Eating disorders have increased in the last 30 years with most incidences of eating disorder commonly found in Western countries and rare in other countries and cultures (Sharan & Sundar, 2015). Keel and Klump (2003) have found that culture seems to have an effect on eating disorders as a result of weight concerns. Research has found that sociocultural factors have an important influence in the pathogenesis of eating disorders. Yet, there are different eating attitudes and drive for thin body image among different cultural groups (Kayano et al., 2008).
Research has found that Asian and Afro-Caribbean have a lower prevalence rate of eating disorders in comparison to Caucasian women in the UK (Wardle, Bindra, Fairclough & Westcome, 1993). Overall, Afro-Caribbean individuals generally indicate a preference for larger ideal body size and sometimes wish to be larger (Cash & Pruzinksy, 2004). Thus, data suggests that those with less preference for thin ideals are protected from developing eating disorders as they desire a less ideal body type. Culture does seem to play a role in the development of BI preferences and eating disorders yet there are other contexts and roles that contribute. Consequently, this evidence may suggest the CPP as inaccurate at determining a cultural difference of body image.
Research has pointed the influence of culture and the role of family and friends in the Etiology of eating disorders (Haworth-Hoeppner, 2004). Bronfenbrenners Ecological Systems Theory (1979) is an explanation to BI and its progression to eating disorders through the influence of socio-culture. The micro system within the theory identifies the immediate environment in which an individual develops in, interactions within this system are those that involve personal relationships; family (Bronfenbrenner, 1979). The Ecological Systems Theory identifies the contextual factors that may affect the development of the child and increase its risk of BI and eating disorders (Davison & Birch, 2001). Pressure from family and peers relative to the microsystem have been found to be predictors of body change behaviours (Xu et al., 2009). In terms of culture, perceived pressure to change BI was found to be consistent with Western culture body image ideals. Mellor et al (2008) found that greater body image dissatisfaction was higher when pressure to lose weight was prominent. This is further supported by research that found that the pressure to be thin and BD are risk factors for bulimic pathology and other eating disorders (Stice, 2001). However, most research was conducted in a Westernise culture and may not be applied universally. Therefore, with limited research it cannot be definitive of whether specific contexts are culture bound in body image and whether they differ cross culturally.

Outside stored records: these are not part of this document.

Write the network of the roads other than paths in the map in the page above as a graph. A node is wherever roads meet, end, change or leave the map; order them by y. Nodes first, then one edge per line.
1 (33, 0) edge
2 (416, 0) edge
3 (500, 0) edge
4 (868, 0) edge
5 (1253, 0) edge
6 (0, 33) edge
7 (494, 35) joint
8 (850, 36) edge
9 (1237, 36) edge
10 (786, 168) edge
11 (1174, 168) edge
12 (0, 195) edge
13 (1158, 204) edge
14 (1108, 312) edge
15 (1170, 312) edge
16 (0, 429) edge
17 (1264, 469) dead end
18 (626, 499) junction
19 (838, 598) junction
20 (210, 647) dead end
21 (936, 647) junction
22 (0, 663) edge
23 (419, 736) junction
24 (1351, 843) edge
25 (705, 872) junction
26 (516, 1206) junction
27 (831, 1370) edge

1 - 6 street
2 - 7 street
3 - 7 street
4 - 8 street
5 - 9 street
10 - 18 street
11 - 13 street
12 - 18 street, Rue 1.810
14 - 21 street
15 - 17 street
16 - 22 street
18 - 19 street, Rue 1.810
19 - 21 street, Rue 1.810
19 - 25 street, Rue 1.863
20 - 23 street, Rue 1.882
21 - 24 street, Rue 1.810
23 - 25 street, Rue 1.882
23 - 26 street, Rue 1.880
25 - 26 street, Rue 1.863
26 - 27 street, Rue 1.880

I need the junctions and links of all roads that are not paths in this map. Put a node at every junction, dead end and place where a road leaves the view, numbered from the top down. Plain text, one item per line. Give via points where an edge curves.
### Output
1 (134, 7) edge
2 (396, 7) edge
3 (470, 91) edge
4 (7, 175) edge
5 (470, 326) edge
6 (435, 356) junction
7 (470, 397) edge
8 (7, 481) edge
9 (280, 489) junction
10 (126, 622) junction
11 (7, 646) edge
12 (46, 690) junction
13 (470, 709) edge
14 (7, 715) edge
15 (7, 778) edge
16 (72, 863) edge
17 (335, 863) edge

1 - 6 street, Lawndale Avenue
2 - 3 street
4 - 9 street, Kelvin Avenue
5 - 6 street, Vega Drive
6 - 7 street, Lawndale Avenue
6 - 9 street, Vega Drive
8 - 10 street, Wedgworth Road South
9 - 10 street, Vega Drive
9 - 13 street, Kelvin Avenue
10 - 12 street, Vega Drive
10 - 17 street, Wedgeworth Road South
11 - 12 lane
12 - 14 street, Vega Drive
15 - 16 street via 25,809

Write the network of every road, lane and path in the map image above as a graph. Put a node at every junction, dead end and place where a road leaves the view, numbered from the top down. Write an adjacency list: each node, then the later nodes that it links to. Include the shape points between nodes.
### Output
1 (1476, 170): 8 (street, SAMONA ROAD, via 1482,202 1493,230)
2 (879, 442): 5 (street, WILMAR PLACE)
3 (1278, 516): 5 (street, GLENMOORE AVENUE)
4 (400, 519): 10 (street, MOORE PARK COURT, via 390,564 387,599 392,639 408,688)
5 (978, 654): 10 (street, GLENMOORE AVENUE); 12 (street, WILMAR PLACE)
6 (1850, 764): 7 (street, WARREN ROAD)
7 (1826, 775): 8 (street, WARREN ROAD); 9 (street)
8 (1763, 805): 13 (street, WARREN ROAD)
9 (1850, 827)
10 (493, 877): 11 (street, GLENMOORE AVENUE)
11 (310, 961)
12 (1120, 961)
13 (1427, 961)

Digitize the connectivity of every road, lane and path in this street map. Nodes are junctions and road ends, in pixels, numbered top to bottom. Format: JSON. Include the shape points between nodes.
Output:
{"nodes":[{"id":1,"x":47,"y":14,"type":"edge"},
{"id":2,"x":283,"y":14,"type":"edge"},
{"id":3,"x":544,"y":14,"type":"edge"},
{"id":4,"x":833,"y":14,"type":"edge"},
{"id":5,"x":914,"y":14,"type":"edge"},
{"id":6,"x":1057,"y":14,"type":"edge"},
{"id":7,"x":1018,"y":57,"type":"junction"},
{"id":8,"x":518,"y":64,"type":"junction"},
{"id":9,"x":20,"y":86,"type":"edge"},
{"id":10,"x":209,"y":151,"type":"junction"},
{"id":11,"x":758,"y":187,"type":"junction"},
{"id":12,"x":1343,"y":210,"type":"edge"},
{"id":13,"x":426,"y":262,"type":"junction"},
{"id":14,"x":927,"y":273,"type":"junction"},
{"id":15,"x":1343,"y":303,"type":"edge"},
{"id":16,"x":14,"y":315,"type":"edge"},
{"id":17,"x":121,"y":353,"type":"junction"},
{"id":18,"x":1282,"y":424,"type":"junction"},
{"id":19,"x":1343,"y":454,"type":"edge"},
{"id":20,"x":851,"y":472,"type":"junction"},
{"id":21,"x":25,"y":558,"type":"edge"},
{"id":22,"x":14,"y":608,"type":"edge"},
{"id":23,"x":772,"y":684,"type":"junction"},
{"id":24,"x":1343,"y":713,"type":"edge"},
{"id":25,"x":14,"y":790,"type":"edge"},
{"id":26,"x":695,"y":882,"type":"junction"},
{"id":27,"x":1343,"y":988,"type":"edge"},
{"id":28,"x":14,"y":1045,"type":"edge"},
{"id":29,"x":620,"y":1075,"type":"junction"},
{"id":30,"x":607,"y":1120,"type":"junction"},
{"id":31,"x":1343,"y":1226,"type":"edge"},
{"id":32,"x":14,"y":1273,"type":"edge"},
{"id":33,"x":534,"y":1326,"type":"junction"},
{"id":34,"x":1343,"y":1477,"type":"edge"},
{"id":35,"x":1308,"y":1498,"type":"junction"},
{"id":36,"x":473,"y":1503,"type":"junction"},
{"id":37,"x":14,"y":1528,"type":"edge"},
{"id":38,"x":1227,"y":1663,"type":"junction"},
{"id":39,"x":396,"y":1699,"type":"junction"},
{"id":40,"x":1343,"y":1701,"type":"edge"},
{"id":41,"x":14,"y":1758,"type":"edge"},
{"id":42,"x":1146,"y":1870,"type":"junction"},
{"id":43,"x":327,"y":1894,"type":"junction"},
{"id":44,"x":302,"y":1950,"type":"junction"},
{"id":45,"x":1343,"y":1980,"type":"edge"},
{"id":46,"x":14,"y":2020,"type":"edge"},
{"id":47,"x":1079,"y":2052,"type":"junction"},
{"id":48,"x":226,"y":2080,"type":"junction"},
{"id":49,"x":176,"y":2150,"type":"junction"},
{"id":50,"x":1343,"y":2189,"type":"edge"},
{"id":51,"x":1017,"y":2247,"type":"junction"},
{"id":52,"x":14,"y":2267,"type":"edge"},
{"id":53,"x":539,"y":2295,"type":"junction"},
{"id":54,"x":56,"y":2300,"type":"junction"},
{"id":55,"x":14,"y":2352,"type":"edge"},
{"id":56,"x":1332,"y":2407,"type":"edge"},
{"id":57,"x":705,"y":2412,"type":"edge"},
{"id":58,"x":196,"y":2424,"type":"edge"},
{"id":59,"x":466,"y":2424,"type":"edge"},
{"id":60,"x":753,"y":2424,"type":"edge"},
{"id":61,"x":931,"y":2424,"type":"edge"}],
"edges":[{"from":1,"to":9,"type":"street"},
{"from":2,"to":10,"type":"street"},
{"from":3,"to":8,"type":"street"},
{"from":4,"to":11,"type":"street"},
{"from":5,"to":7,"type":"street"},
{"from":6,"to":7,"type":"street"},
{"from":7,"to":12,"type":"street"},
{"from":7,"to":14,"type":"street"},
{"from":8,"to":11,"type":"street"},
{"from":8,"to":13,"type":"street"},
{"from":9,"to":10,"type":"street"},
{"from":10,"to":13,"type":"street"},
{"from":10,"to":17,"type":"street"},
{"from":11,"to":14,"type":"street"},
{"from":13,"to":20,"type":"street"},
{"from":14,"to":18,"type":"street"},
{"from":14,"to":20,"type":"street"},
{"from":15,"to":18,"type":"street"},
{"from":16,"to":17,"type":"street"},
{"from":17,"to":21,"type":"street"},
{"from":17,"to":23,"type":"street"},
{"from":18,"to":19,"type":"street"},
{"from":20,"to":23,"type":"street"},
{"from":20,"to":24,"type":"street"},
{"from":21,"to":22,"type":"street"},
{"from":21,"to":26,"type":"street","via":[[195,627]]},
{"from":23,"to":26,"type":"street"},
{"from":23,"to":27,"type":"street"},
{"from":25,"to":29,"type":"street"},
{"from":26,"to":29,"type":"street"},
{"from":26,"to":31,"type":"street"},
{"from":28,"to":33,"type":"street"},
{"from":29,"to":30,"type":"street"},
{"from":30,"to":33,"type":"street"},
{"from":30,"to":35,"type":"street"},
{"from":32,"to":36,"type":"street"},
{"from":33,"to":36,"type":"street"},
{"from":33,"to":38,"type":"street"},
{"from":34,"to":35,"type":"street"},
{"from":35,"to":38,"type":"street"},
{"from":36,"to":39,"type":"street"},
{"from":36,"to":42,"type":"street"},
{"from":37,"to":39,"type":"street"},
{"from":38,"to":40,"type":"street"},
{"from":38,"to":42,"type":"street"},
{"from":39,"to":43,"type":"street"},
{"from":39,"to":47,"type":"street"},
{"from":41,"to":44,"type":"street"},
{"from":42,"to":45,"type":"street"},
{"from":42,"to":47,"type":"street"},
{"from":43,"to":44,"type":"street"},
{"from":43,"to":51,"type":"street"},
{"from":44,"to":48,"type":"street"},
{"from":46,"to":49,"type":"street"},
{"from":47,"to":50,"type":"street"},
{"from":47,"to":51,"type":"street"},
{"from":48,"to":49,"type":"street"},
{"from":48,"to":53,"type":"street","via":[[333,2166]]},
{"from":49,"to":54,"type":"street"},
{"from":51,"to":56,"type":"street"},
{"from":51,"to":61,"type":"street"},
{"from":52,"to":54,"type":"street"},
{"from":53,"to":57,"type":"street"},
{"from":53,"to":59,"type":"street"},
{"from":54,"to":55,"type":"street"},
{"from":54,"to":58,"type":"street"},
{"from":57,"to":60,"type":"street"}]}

To conclude, ethnicity and cross-cultural contexts all suggest that culture plays a major role in the construction and development of body image. Thus, there are no simple answers to BI as even though they are culturally situated and shaped it is also shaped by sociocultural and developmental factors. Yet there are cross-cultural aspects to explain body image and its influencing factors that considers the suitability of the approach and its cause and effect factors.